El Espíritu creador, que hemos invocado con el canto —Veni creator Spiritus—, es el Espíritu que descendió sobre Jesús, el protagonista silencioso de su misión: «El Espíritu del Señor está sobre mí» (Lc 4,18). Pidiéndole que visite nuestras mentes, multiplique los lenguajes, encienda los sentidos, infunda el amor, reconforte los cuerpos y done la paz, nos hemos abierto a acoger el Reino de Dios. Es esta la conversión según el Evangelio: encaminarnos hacia el Reino que ya está cerca.
(…)
Queridos
hermanos y hermanas, Dios ha creado el mundo para que nosotros estuviésemos
juntos. “Sinodalidad” es el nombre eclesial de esta conciencia. Es el camino
que pide a cada uno reconocer la propia deuda y el propio tesoro, sintiéndose
parte de una totalidad, fuera de la cual todo se marchita, incluso el más
original de los carismas. Miren: toda la creación existe sólo en la modalidad
del existir juntos, a veces peligroso, pero aun así juntos siempre (cf. Carta
enc., Laudato si’ 16; 117). Y esto que nosotros llamamos “historia”

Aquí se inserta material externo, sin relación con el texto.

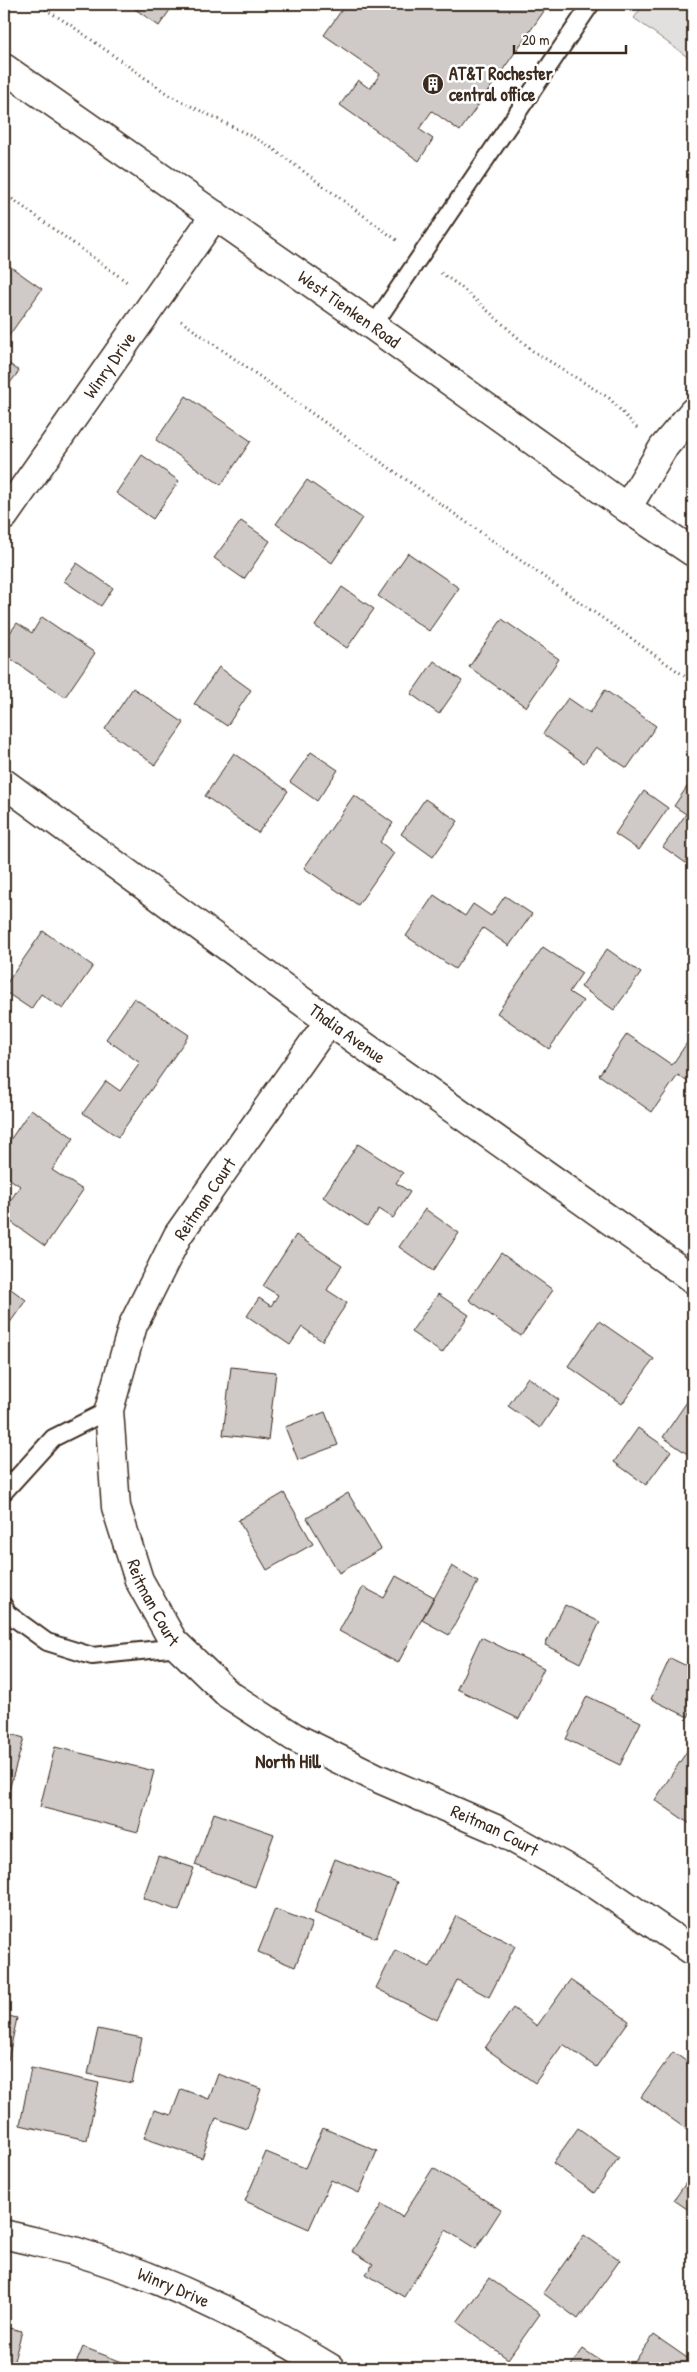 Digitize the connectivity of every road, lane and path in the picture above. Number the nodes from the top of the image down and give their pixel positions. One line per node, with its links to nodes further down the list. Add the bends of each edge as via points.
1 (37, 4): 6 (path, via 169,95 265,143)
2 (591, 4): 6 (lane)
3 (4, 68): 5 (street, West Tienken Road)
4 (4, 193): 7 (path)
5 (215, 215): 7 (street, Winry Drive); 8 (street, West Tienken Road)
6 (420, 257): 8 (lane); 10 (path, via 460,287 532,351 609,398 634,426)
7 (154, 302): 12 (street, Winry Drive); 14 (path)
8 (373, 326): 11 (street, West Tienken Road)
9 (693, 412): 10 (street)
10 (663, 448): 11 (street)
11 (627, 508): 13 (street, West Tienken Road)
12 (4, 516)
13 (693, 552)
14 (693, 682)
15 (4, 783): 16 (street, Thalia Avenue)
16 (329, 1021): 17 (street, Thalia Avenue); 18 (street, Reitman Court, via 178,1235 133,1325)
17 (693, 1279)
18 (108, 1410): 19 (lane, via 54,1438); 21 (street, Reitman Court, via 116,1507 139,1580)
19 (4, 1492)
20 (4, 1606): 21 (lane, via 7,1613 47,1642 92,1656)
21 (179, 1647): 22 (street, Reitman Court, via 228,1694 294,1737 374,1777 498,1830 596,1884)
22 (693, 1950)
23 (4, 2234): 24 (street, Winry Drive, via 74,2252 159,2281 231,2313)
24 (330, 2368)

toma forma sólo en la modalidad de reunirse, de una convivencia, frecuentemente
en medio de disensos, pero aun así una convivencia. Lo contrario es mortal y
desgraciadamente está ante nuestros ojos cada día. Que sus agregaciones y
comunidades sean entonces lugares donde se practique la fraternidad y la
participación, no sólo en cuanto lugares de encuentro, sino en cuanto lugares
de espiritualidad. El Espíritu de Jesús cambia al mundo, porque cambia los
corazones. Inspira, en efecto, esa dimensión contemplativa de la vida que aleja
la autoafirmación, la murmuración, el espíritu de controversia, el dominio de
las conciencias y de los recursos. El Señor es el Espíritu y donde está el
Espíritu del Señor hay libertad (cf. 2 Co 3,17). La auténtica
espiritualidad nos compromete, por tanto, al desarrollo humano integral,
actualizando entre nosotros la palabra de Jesús. Donde esto sucede hay alegría.
Alegría y esperanza.
La
evangelización, queridos hermanos y hermanas, no es una conquista humana del
mundo, sino la infinita gracia que se difunde a través de vidas transformadas
por el Reino de Dios. Es el camino de las bienaventuranzas, un itinerario que
recorremos juntos, en continua tensión entre el “ya” y el “todavía no”,
hambrientos y sedientos de justicia, pobres de espíritu, misericordiosos,
mansos, puros de corazón, que trabajan por la paz. Para seguir a Jesús en este
camino que Él ha elegido no sirven poderosos protectores, compromisos mundanos
o estrategias emocionales. La evangelización es obra de Dios y, si a veces pasa
a través de nuestras personas, es por los vínculos que hace posible. Estén por
tanto profundamente ligados a cada una de las Iglesias particulares y a las
comunidades parroquiales donde alimentan y gastan sus carismas. Cerca de sus
obispos y en sinergia con todos los otros miembros del Cuerpo de Cristo
actuaremos, entonces, en armoniosa sintonía. Los desafíos que la humanidad
enfrenta serán menos espantosos, el futuro será menos oscuro, el discernimiento
menos difícil, si juntos obedeciéramos al Espíritu.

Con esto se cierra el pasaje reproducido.